[YOUR INSTRUCTIONS]
Your task is to restate every entry below word for word and omit the images.

[EXERCISE INPUT]

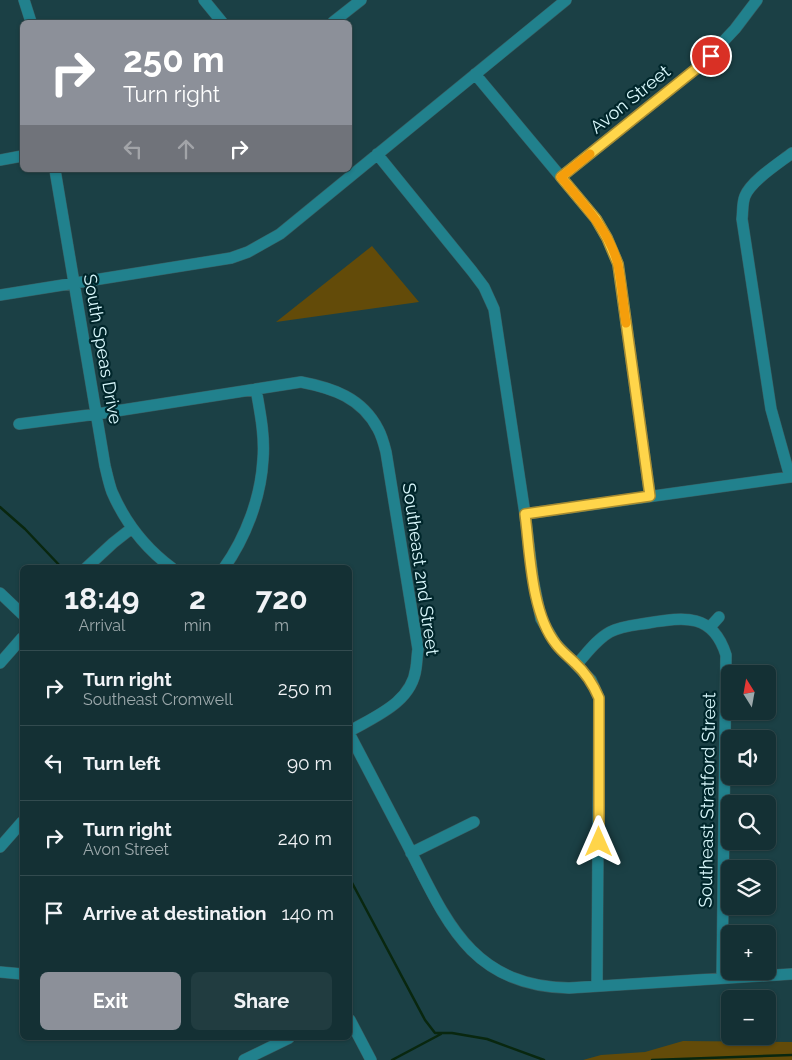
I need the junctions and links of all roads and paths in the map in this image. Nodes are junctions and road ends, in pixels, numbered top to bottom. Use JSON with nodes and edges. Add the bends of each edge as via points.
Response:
{"nodes":[{"id":1,"x":24,"y":0,"type":"edge"},
{"id":2,"x":204,"y":0,"type":"edge"},
{"id":3,"x":361,"y":0,"type":"edge"},
{"id":4,"x":566,"y":0,"type":"edge"},
{"id":5,"x":757,"y":0,"type":"edge"},
{"id":6,"x":30,"y":20,"type":"edge"},
{"id":7,"x":220,"y":20,"type":"edge"},
{"id":8,"x":336,"y":20,"type":"edge"},
{"id":9,"x":475,"y":74,"type":"junction"},
{"id":10,"x":792,"y":153,"type":"edge"},
{"id":11,"x":377,"y":154,"type":"junction"},
{"id":12,"x":20,"y":156,"type":"edge"},
{"id":13,"x":0,"y":160,"type":"edge"},
{"id":14,"x":55,"y":172,"type":"edge"},
{"id":15,"x":561,"y":177,"type":"junction"},
{"id":16,"x":73,"y":284,"type":"junction"},
{"id":17,"x":0,"y":295,"type":"edge"},
{"id":18,"x":256,"y":389,"type":"junction"},
{"id":19,"x":97,"y":414,"type":"junction"},
{"id":20,"x":20,"y":424,"type":"dead end"},
{"id":21,"x":650,"y":496,"type":"junction"},
{"id":22,"x":525,"y":514,"type":"junction"},
{"id":23,"x":132,"y":528,"type":"junction"},
{"id":24,"x":89,"y":565,"type":"edge"},
{"id":25,"x":168,"y":565,"type":"edge"},
{"id":26,"x":226,"y":565,"type":"edge"},
{"id":27,"x":0,"y":593,"type":"edge"},
{"id":28,"x":20,"y":612,"type":"edge"},
{"id":29,"x":719,"y":617,"type":"dead end"},
{"id":30,"x":710,"y":627,"type":"junction"},
{"id":31,"x":20,"y":640,"type":"edge"},
{"id":32,"x":0,"y":663,"type":"edge"},
{"id":33,"x":577,"y":664,"type":"junction"},
{"id":34,"x":352,"y":730,"type":"edge"},
{"id":35,"x":352,"y":739,"type":"edge"},
{"id":36,"x":474,"y":822,"type":"dead end"},
{"id":37,"x":20,"y":824,"type":"edge"},
{"id":38,"x":0,"y":847,"type":"edge"},
{"id":39,"x":412,"y":853,"type":"junction"},
{"id":40,"x":723,"y":925,"type":"edge"},
{"id":41,"x":0,"y":972,"type":"edge"},
{"id":42,"x":20,"y":974,"type":"edge"},
{"id":43,"x":792,"y":974,"type":"edge"},
{"id":44,"x":776,"y":975,"type":"edge"},
{"id":45,"x":721,"y":978,"type":"edge"},
{"id":46,"x":598,"y":986,"type":"junction"},
{"id":47,"x":352,"y":1024,"type":"edge"},
{"id":48,"x":285,"y":1040,"type":"edge"},
{"id":49,"x":244,"y":1060,"type":"edge"},
{"id":50,"x":371,"y":1060,"type":"edge"}],
"edges":[{"from":1,"to":6,"type":"street"},
{"from":2,"to":7,"type":"street"},
{"from":3,"to":8,"type":"street"},
{"from":4,"to":9,"type":"street"},
{"from":5,"to":15,"type":"street","name":"Avon Street","via":[[702,64]]},
{"from":9,"to":11,"type":"street"},
{"from":9,"to":15,"type":"street"},
{"from":10,"to":21,"type":"street","via":[[741,192],[742,219],[771,409],[790,477]]},
{"from":11,"to":16,"type":"street","via":[[280,234],[248,252],[231,258]]},
{"from":11,"to":22,"type":"street","via":[[472,271],[490,298]]},
{"from":12,"to":13,"type":"street"},
{"from":14,"to":16,"type":"street","name":"South Speas Drive"},
{"from":15,"to":21,"type":"street","via":[[596,219],[618,264]]},
{"from":16,"to":17,"type":"street"},
{"from":16,"to":19,"type":"street","name":"South Speas Drive"},
{"from":18,"to":19,"type":"street","name":"Southeast 2nd Street"},
{"from":18,"to":26,"type":"street","via":[[264,459],[251,516]]},
{"from":18,"to":34,"type":"street","name":"Southeast 2nd Street","via":[[300,382],[342,394],[371,416],[386,452],[418,648],[416,670],[409,689],[396,704]]},
{"from":19,"to":20,"type":"street","name":"Southeast 2nd Street"},
{"from":19,"to":23,"type":"street","name":"South Speas Drive","via":[[112,491]]},
{"from":21,"to":22,"type":"street"},
{"from":22,"to":33,"type":"street","via":[[541,618],[556,644]]},
{"from":23,"to":24,"type":"street"},
{"from":23,"to":25,"type":"street","name":"South Speas Drive"},
{"from":27,"to":28,"type":"street"},
{"from":29,"to":30,"type":"street"},
{"from":30,"to":33,"type":"street","via":[[698,621],[676,619],[610,631]]},
{"from":30,"to":40,"type":"street","name":"Southeast Stratford Street","via":[[722,642],[726,655]]},
{"from":31,"to":32,"type":"street"},
{"from":33,"to":46,"type":"street","via":[[591,680],[599,698],[600,711]]},
{"from":35,"to":39,"type":"street"},
{"from":36,"to":39,"type":"street"},
{"from":37,"to":38,"type":"street"},
{"from":39,"to":46,"type":"street","via":[[449,924],[478,957],[511,977],[528,983],[550,988]]},
{"from":41,"to":42,"type":"street"},
{"from":43,"to":44,"type":"street"},
{"from":45,"to":46,"type":"street"},
{"from":47,"to":50,"type":"street"},
{"from":48,"to":49,"type":"street"}]}
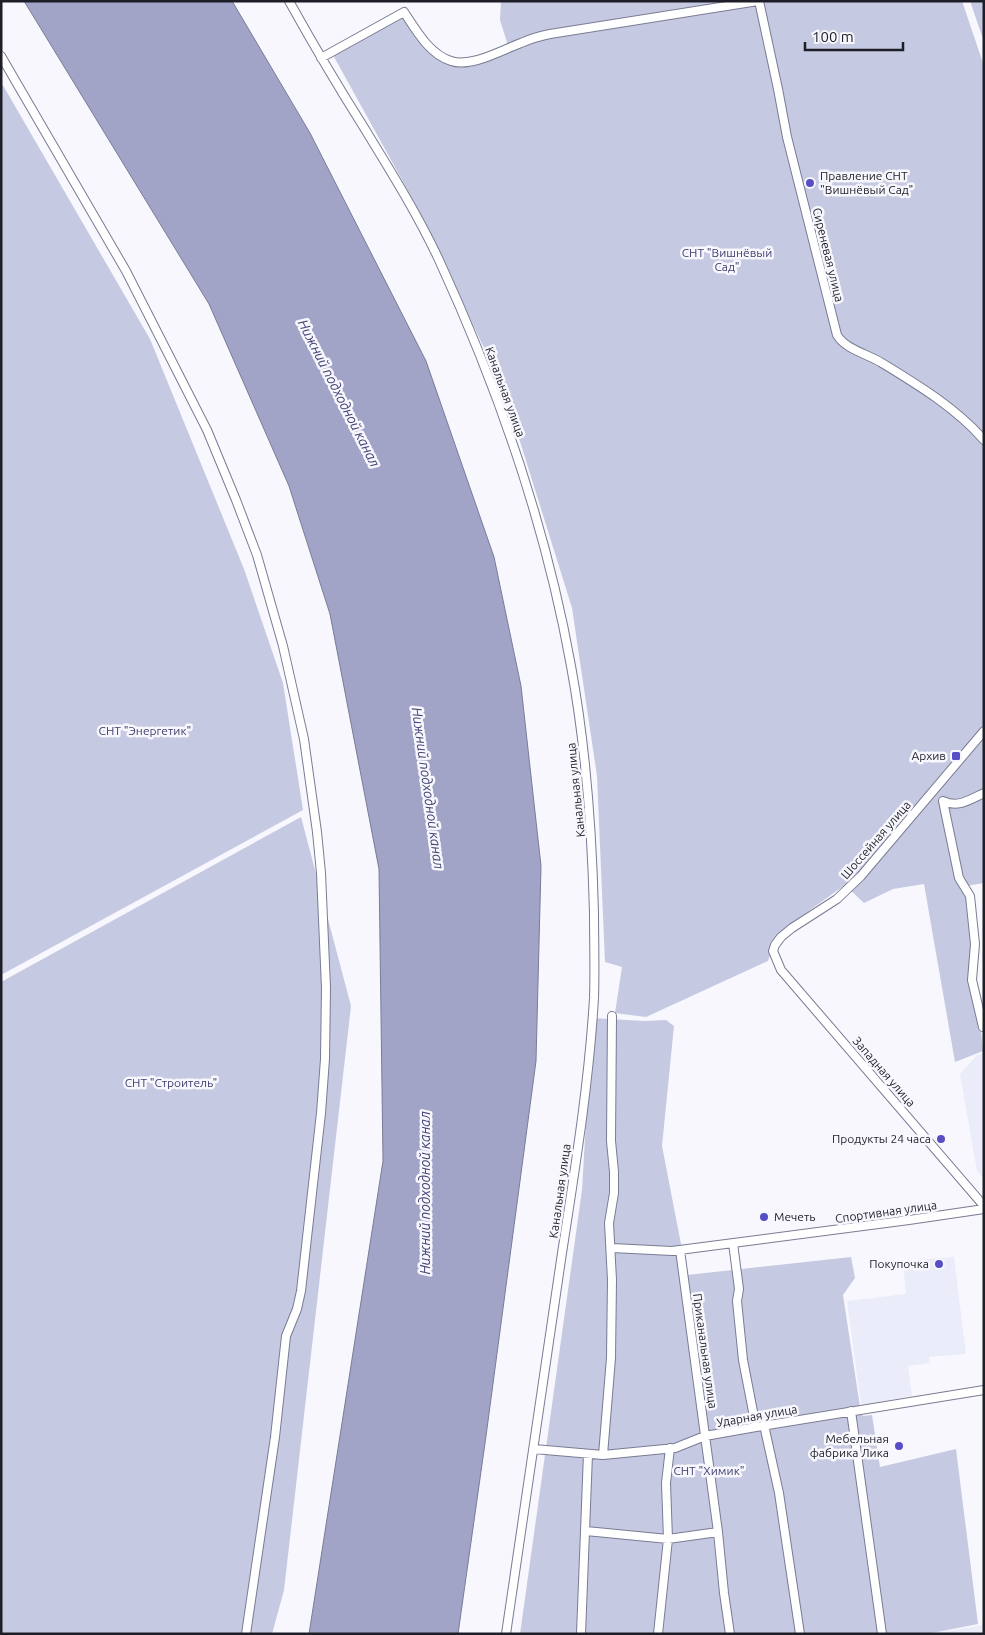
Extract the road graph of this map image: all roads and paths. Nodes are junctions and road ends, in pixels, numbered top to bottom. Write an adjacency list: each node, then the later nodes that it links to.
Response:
1 (289, 1): 4 (street, Канальная улица)
2 (759, 1): 4 (street); 5 (street, Сиреневая улица)
3 (1, 56): 29 (street)
4 (321, 58): 22 (street, Канальная улица)
5 (984, 440)
6 (984, 731): 7 (street, Шоссейная улица)
7 (934, 791): 9 (street); 10 (street, Шоссейная улица)
8 (984, 793): 9 (street)
9 (943, 801): 12 (street)
10 (773, 951): 13 (street, Западная улица)
11 (612, 1016): 15 (street)
12 (983, 1027)
13 (984, 1208): 14 (street, Спортивная улица)
14 (733, 1243): 16 (street, Спортивная улица); 20 (street)
15 (612, 1248): 16 (street, Спортивная улица); 25 (street)
16 (680, 1250): 21 (street, Приканальная улица)
17 (984, 1390): 18 (street, Ударная улица)
18 (851, 1411): 19 (street, Ударная улица); 35 (street)
19 (764, 1425): 20 (street, Ударная улица); 34 (street)
20 (756, 1427): 21 (street, Ударная улица)
21 (705, 1436): 23 (street, Ударная улица); 27 (street, Приканальная улица)
22 (534, 1448): 24 (street, Ударная улица); 30 (street, Канальная улица)
23 (670, 1448): 25 (street, Ударная улица); 28 (street)
24 (588, 1454): 25 (street, Ударная улица); 26 (street)
25 (603, 1455)
26 (586, 1531): 28 (street); 31 (street)
27 (718, 1532): 28 (street); 33 (street, Приканальная улица)
28 (668, 1539): 32 (street)
29 (246, 1634)
30 (506, 1634)
31 (581, 1634)
32 (658, 1634)
33 (730, 1634)
34 (800, 1634)
35 (882, 1634)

[SOLUTION TO THE PROBLEM]
I need the junctions and links of all roads and paths in the map in this image. Nodes are junctions and road ends, in pixels, numbered top to bottom. Use JSON with nodes and edges. Add the bends of each edge as via points.
Response:
{"nodes":[{"id":1,"x":24,"y":0,"type":"edge"},
{"id":2,"x":204,"y":0,"type":"edge"},
{"id":3,"x":361,"y":0,"type":"edge"},
{"id":4,"x":566,"y":0,"type":"edge"},
{"id":5,"x":757,"y":0,"type":"edge"},
{"id":6,"x":30,"y":20,"type":"edge"},
{"id":7,"x":220,"y":20,"type":"edge"},
{"id":8,"x":336,"y":20,"type":"edge"},
{"id":9,"x":475,"y":74,"type":"junction"},
{"id":10,"x":792,"y":153,"type":"edge"},
{"id":11,"x":377,"y":154,"type":"junction"},
{"id":12,"x":20,"y":156,"type":"edge"},
{"id":13,"x":0,"y":160,"type":"edge"},
{"id":14,"x":55,"y":172,"type":"edge"},
{"id":15,"x":561,"y":177,"type":"junction"},
{"id":16,"x":73,"y":284,"type":"junction"},
{"id":17,"x":0,"y":295,"type":"edge"},
{"id":18,"x":256,"y":389,"type":"junction"},
{"id":19,"x":97,"y":414,"type":"junction"},
{"id":20,"x":20,"y":424,"type":"dead end"},
{"id":21,"x":650,"y":496,"type":"junction"},
{"id":22,"x":525,"y":514,"type":"junction"},
{"id":23,"x":132,"y":528,"type":"junction"},
{"id":24,"x":89,"y":565,"type":"edge"},
{"id":25,"x":168,"y":565,"type":"edge"},
{"id":26,"x":226,"y":565,"type":"edge"},
{"id":27,"x":0,"y":593,"type":"edge"},
{"id":28,"x":20,"y":612,"type":"edge"},
{"id":29,"x":719,"y":617,"type":"dead end"},
{"id":30,"x":710,"y":627,"type":"junction"},
{"id":31,"x":20,"y":640,"type":"edge"},
{"id":32,"x":0,"y":663,"type":"edge"},
{"id":33,"x":577,"y":664,"type":"junction"},
{"id":34,"x":352,"y":730,"type":"edge"},
{"id":35,"x":352,"y":739,"type":"edge"},
{"id":36,"x":474,"y":822,"type":"dead end"},
{"id":37,"x":20,"y":824,"type":"edge"},
{"id":38,"x":0,"y":847,"type":"edge"},
{"id":39,"x":412,"y":853,"type":"junction"},
{"id":40,"x":723,"y":925,"type":"edge"},
{"id":41,"x":0,"y":972,"type":"edge"},
{"id":42,"x":20,"y":974,"type":"edge"},
{"id":43,"x":792,"y":974,"type":"edge"},
{"id":44,"x":776,"y":975,"type":"edge"},
{"id":45,"x":721,"y":978,"type":"edge"},
{"id":46,"x":598,"y":986,"type":"junction"},
{"id":47,"x":352,"y":1024,"type":"edge"},
{"id":48,"x":285,"y":1040,"type":"edge"},
{"id":49,"x":244,"y":1060,"type":"edge"},
{"id":50,"x":371,"y":1060,"type":"edge"}],
"edges":[{"from":1,"to":6,"type":"street"},
{"from":2,"to":7,"type":"street"},
{"from":3,"to":8,"type":"street"},
{"from":4,"to":9,"type":"street"},
{"from":5,"to":15,"type":"street","name":"Avon Street","via":[[702,64]]},
{"from":9,"to":11,"type":"street"},
{"from":9,"to":15,"type":"street"},
{"from":10,"to":21,"type":"street","via":[[741,192],[742,219],[771,409],[790,477]]},
{"from":11,"to":16,"type":"street","via":[[280,234],[248,252],[231,258]]},
{"from":11,"to":22,"type":"street","via":[[472,271],[490,298]]},
{"from":12,"to":13,"type":"street"},
{"from":14,"to":16,"type":"street","name":"South Speas Drive"},
{"from":15,"to":21,"type":"street","via":[[596,219],[618,264]]},
{"from":16,"to":17,"type":"street"},
{"from":16,"to":19,"type":"street","name":"South Speas Drive"},
{"from":18,"to":19,"type":"street","name":"Southeast 2nd Street"},
{"from":18,"to":26,"type":"street","via":[[264,459],[251,516]]},
{"from":18,"to":34,"type":"street","name":"Southeast 2nd Street","via":[[300,382],[342,394],[371,416],[386,452],[418,648],[416,670],[409,689],[396,704]]},
{"from":19,"to":20,"type":"street","name":"Southeast 2nd Street"},
{"from":19,"to":23,"type":"street","name":"South Speas Drive","via":[[112,491]]},
{"from":21,"to":22,"type":"street"},
{"from":22,"to":33,"type":"street","via":[[541,618],[556,644]]},
{"from":23,"to":24,"type":"street"},
{"from":23,"to":25,"type":"street","name":"South Speas Drive"},
{"from":27,"to":28,"type":"street"},
{"from":29,"to":30,"type":"street"},
{"from":30,"to":33,"type":"street","via":[[698,621],[676,619],[610,631]]},
{"from":30,"to":40,"type":"street","name":"Southeast Stratford Street","via":[[722,642],[726,655]]},
{"from":31,"to":32,"type":"street"},
{"from":33,"to":46,"type":"street","via":[[591,680],[599,698],[600,711]]},
{"from":35,"to":39,"type":"street"},
{"from":36,"to":39,"type":"street"},
{"from":37,"to":38,"type":"street"},
{"from":39,"to":46,"type":"street","via":[[449,924],[478,957],[511,977],[528,983],[550,988]]},
{"from":41,"to":42,"type":"street"},
{"from":43,"to":44,"type":"street"},
{"from":45,"to":46,"type":"street"},
{"from":47,"to":50,"type":"street"},
{"from":48,"to":49,"type":"street"}]}
Extract the road graph of this map image: all roads and paths. Nodes are junctions and road ends, in pixels, numbered top to bottom. Write an adjacency list: each node, then the later nodes that it links to.
Response:
1 (289, 1): 4 (street, Канальная улица)
2 (759, 1): 4 (street); 5 (street, Сиреневая улица)
3 (1, 56): 29 (street)
4 (321, 58): 22 (street, Канальная улица)
5 (984, 440)
6 (984, 731): 7 (street, Шоссейная улица)
7 (934, 791): 9 (street); 10 (street, Шоссейная улица)
8 (984, 793): 9 (street)
9 (943, 801): 12 (street)
10 (773, 951): 13 (street, Западная улица)
11 (612, 1016): 15 (street)
12 (983, 1027)
13 (984, 1208): 14 (street, Спортивная улица)
14 (733, 1243): 16 (street, Спортивная улица); 20 (street)
15 (612, 1248): 16 (street, Спортивная улица); 25 (street)
16 (680, 1250): 21 (street, Приканальная улица)
17 (984, 1390): 18 (street, Ударная улица)
18 (851, 1411): 19 (street, Ударная улица); 35 (street)
19 (764, 1425): 20 (street, Ударная улица); 34 (street)
20 (756, 1427): 21 (street, Ударная улица)
21 (705, 1436): 23 (street, Ударная улица); 27 (street, Приканальная улица)
22 (534, 1448): 24 (street, Ударная улица); 30 (street, Канальная улица)
23 (670, 1448): 25 (street, Ударная улица); 28 (street)
24 (588, 1454): 25 (street, Ударная улица); 26 (street)
25 (603, 1455)
26 (586, 1531): 28 (street); 31 (street)
27 (718, 1532): 28 (street); 33 (street, Приканальная улица)
28 (668, 1539): 32 (street)
29 (246, 1634)
30 (506, 1634)
31 (581, 1634)
32 (658, 1634)
33 (730, 1634)
34 (800, 1634)
35 (882, 1634)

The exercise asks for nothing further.